Nichtzulassung zum Studium der Rechtswissenschaften an der Universität Bern
Zusammenfassung
Sachverhalt
Die Bildungs- und Kulturdirektion des Kantons Bern liess die Beschwerdeführerin nicht zum Studium der Rechtswissenschaften an der Universität Bern zu. Gegen diesen Entscheid erhob sie Beschwerde beim Verwaltungsgericht, bezahlte den verlangten Kostenvorschuss jedoch nicht und stellte stattdessen ein Gesuch um unentgeltliche Rechtspflege.
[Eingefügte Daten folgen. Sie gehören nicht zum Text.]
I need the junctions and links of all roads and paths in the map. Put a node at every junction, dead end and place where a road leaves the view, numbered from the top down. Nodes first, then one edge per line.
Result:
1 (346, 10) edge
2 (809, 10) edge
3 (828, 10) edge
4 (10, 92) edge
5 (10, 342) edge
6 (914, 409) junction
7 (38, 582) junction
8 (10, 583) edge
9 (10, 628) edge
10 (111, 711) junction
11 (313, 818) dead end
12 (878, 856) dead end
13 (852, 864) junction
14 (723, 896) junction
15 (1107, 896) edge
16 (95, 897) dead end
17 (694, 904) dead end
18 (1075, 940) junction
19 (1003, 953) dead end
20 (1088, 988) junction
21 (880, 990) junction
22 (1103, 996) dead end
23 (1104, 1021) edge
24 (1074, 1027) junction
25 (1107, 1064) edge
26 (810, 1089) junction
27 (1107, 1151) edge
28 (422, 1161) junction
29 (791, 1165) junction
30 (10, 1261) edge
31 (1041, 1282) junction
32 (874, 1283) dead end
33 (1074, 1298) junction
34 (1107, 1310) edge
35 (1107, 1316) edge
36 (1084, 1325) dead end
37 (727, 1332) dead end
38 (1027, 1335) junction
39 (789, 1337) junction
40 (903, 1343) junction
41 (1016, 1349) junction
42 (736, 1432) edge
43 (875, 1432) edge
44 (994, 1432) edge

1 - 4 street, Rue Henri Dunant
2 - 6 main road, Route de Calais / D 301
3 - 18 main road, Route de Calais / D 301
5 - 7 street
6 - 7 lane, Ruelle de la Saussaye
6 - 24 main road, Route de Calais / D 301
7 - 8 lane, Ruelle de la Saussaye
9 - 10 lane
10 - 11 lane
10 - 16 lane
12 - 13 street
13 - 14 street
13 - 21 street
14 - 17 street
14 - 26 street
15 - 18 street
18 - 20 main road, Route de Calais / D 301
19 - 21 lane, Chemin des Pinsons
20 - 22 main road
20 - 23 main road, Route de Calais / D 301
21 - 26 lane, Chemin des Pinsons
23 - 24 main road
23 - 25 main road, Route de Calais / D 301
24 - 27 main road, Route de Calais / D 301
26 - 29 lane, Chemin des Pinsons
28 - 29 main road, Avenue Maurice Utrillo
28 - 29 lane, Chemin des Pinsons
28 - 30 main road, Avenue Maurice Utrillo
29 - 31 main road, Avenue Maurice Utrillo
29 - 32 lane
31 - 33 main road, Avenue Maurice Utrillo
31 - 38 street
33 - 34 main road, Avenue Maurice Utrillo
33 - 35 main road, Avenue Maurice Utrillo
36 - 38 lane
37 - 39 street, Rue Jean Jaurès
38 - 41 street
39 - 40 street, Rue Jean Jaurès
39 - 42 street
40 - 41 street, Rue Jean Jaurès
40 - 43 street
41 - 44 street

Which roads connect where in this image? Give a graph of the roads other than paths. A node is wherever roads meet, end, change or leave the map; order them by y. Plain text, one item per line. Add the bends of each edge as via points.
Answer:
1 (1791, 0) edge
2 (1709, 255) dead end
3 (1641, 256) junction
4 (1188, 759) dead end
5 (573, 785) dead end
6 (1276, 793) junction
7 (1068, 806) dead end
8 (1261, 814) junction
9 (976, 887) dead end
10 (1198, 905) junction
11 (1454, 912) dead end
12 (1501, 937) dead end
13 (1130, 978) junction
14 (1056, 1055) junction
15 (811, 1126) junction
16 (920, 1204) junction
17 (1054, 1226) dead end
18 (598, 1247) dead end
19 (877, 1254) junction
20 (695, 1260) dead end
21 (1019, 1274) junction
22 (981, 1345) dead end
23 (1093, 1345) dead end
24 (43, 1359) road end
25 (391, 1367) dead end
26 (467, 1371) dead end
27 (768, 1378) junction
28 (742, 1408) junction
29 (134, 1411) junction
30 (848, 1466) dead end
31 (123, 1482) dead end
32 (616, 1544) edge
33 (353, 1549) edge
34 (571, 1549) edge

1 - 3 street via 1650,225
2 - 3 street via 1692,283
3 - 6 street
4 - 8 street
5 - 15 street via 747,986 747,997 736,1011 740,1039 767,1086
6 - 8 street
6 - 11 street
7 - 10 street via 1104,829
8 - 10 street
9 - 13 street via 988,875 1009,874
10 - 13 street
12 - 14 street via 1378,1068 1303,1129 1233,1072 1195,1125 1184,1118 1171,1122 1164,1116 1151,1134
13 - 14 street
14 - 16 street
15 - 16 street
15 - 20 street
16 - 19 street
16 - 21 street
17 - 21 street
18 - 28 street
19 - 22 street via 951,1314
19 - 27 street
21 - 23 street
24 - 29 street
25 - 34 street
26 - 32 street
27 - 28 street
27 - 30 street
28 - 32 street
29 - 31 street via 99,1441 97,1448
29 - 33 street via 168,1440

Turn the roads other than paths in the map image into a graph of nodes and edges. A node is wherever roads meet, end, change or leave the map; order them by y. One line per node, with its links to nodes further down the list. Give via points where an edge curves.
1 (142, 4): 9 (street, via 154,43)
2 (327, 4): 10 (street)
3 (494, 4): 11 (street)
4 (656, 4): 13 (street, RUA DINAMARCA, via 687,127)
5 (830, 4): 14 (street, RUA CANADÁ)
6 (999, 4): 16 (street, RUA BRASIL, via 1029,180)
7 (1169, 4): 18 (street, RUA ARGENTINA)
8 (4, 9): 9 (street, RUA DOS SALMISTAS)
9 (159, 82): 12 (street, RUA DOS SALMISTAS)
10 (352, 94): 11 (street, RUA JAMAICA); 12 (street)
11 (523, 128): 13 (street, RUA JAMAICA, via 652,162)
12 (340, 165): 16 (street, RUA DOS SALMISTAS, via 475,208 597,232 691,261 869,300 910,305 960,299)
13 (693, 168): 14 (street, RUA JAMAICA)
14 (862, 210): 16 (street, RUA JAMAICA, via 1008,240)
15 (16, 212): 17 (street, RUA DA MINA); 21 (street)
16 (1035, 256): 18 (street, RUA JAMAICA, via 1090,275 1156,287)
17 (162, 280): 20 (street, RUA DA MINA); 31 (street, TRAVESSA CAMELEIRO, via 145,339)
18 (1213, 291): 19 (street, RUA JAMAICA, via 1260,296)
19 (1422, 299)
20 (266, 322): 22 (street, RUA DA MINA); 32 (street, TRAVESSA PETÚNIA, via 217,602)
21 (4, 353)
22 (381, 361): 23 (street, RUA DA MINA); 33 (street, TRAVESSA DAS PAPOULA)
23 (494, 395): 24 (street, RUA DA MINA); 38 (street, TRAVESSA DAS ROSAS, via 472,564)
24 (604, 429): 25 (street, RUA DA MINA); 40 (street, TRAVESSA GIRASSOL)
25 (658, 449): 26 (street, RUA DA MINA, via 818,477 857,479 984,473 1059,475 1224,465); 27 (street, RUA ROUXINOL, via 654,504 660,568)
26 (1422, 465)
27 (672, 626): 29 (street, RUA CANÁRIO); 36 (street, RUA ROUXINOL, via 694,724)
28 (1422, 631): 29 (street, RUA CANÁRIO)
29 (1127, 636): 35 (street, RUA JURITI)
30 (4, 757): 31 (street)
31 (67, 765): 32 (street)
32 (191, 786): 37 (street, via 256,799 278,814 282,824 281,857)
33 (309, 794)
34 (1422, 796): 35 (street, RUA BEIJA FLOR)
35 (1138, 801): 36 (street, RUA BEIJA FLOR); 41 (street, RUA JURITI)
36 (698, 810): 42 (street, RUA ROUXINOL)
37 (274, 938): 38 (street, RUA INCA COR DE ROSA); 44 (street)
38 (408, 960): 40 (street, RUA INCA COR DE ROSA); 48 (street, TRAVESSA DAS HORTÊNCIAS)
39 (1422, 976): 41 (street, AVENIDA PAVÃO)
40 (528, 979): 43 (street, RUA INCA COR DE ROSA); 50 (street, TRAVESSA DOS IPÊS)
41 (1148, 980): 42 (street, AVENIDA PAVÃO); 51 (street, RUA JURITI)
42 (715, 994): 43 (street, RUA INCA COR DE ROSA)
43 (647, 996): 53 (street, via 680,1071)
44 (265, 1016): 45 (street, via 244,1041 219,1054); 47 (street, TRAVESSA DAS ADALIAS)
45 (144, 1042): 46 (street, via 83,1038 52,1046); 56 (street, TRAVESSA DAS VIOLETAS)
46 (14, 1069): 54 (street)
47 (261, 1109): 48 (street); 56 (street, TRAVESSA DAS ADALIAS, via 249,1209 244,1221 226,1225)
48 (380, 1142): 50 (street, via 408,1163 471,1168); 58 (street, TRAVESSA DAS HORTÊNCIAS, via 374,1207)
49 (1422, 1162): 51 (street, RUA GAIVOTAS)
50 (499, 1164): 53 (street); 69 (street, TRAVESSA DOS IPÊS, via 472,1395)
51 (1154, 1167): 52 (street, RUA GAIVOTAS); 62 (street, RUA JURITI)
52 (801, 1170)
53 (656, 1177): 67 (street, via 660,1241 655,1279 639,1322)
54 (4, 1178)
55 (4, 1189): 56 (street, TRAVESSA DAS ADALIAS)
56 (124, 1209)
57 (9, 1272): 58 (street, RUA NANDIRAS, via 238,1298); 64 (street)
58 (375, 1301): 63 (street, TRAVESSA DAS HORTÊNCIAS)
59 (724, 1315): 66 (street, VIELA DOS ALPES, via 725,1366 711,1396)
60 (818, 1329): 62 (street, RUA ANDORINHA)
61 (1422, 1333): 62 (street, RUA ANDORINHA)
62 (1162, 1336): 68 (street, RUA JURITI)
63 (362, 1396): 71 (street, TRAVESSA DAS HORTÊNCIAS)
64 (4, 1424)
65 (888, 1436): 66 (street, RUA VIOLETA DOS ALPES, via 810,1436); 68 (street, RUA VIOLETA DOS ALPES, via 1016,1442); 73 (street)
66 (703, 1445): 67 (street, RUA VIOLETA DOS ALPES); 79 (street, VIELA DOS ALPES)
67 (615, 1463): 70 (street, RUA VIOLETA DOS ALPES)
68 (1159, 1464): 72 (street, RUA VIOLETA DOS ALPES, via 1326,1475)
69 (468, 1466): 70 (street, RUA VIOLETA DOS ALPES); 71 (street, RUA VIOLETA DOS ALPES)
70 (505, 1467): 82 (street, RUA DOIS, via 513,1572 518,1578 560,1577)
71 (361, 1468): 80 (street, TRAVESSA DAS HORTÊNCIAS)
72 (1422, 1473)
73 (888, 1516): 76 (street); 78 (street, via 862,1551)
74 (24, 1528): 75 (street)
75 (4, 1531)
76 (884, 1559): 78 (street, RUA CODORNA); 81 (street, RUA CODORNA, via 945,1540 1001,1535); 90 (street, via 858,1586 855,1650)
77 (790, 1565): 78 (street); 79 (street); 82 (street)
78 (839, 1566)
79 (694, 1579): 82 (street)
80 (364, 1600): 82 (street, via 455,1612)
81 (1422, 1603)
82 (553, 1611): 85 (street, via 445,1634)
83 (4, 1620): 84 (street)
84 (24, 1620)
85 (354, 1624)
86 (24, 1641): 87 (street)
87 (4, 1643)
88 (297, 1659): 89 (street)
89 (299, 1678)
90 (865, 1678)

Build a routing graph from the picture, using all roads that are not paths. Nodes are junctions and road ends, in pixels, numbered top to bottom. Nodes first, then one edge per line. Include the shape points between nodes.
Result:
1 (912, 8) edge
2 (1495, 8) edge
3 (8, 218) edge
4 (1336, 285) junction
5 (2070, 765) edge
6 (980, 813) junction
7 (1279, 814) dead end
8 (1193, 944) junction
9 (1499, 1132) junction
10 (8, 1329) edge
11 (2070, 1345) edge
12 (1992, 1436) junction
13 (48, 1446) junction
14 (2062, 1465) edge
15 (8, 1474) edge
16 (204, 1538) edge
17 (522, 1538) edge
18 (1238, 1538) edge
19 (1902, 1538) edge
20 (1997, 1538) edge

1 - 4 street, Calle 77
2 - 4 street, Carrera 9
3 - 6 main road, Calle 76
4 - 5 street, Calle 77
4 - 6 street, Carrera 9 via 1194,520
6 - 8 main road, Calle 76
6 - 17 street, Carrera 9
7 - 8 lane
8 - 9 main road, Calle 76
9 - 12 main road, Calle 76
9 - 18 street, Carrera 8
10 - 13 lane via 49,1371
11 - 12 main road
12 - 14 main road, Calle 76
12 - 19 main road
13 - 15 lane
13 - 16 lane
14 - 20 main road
Das Verwaltungsgericht trat mangels hinreichender Nachweise zu ihren wirtschaftlichen Verhältnissen auf das Gesuch nicht ein und in der Folge wegen Nichtleistung des Kostenvorschusses auch nicht auf die Beschwerde; vor Bundesgericht war nur noch diese Eintretensfrage streitig.
Erwägungen
Das Bundesgericht hielt fest, dass die Beschwerde in öffentlich-rechtlichen Angelegenheiten zulässig sei, weil nicht das Ergebnis einer Fähigkeitsbewertung, sondern die Nichtzulassung zum Studium und das zugrunde liegende Verfahren beanstandet wurden. Materiell zu prüfen war einzig, ob das Verwaltungsgericht auf das Gesuch um unentgeltliche Rechtspflege und auf die kantonale Beschwerde zu Recht nicht eingetreten war. Die Beschwerdeführerin hatte trotz konkreter Aufforderungen und Nachfristen keine aktuellen und vollständigen Belege zu Einkommen, Vermögen und Auslagen eingereicht, sodass ihre Bedürftigkeit nicht überprüft werden konnte; darin lag keine Verletzung von Art. 29 Abs. 3 BV oder des Willkürverbots. Da der Kostenvorschuss nach Abweisung beziehungsweise Nichteintreten auf das Armenrechtsgesuch nicht bezahlt wurde, durfte das Verwaltungsgericht ohne weitere materielle Prüfung auf die kantonale Beschwerde nicht eintreten.
Entscheid
Die Beschwerde wurde abgewiesen, soweit darauf eingetreten werden konnte. Damit blieb der Nichteintretensentscheid des Verwaltungsgerichts bestehen.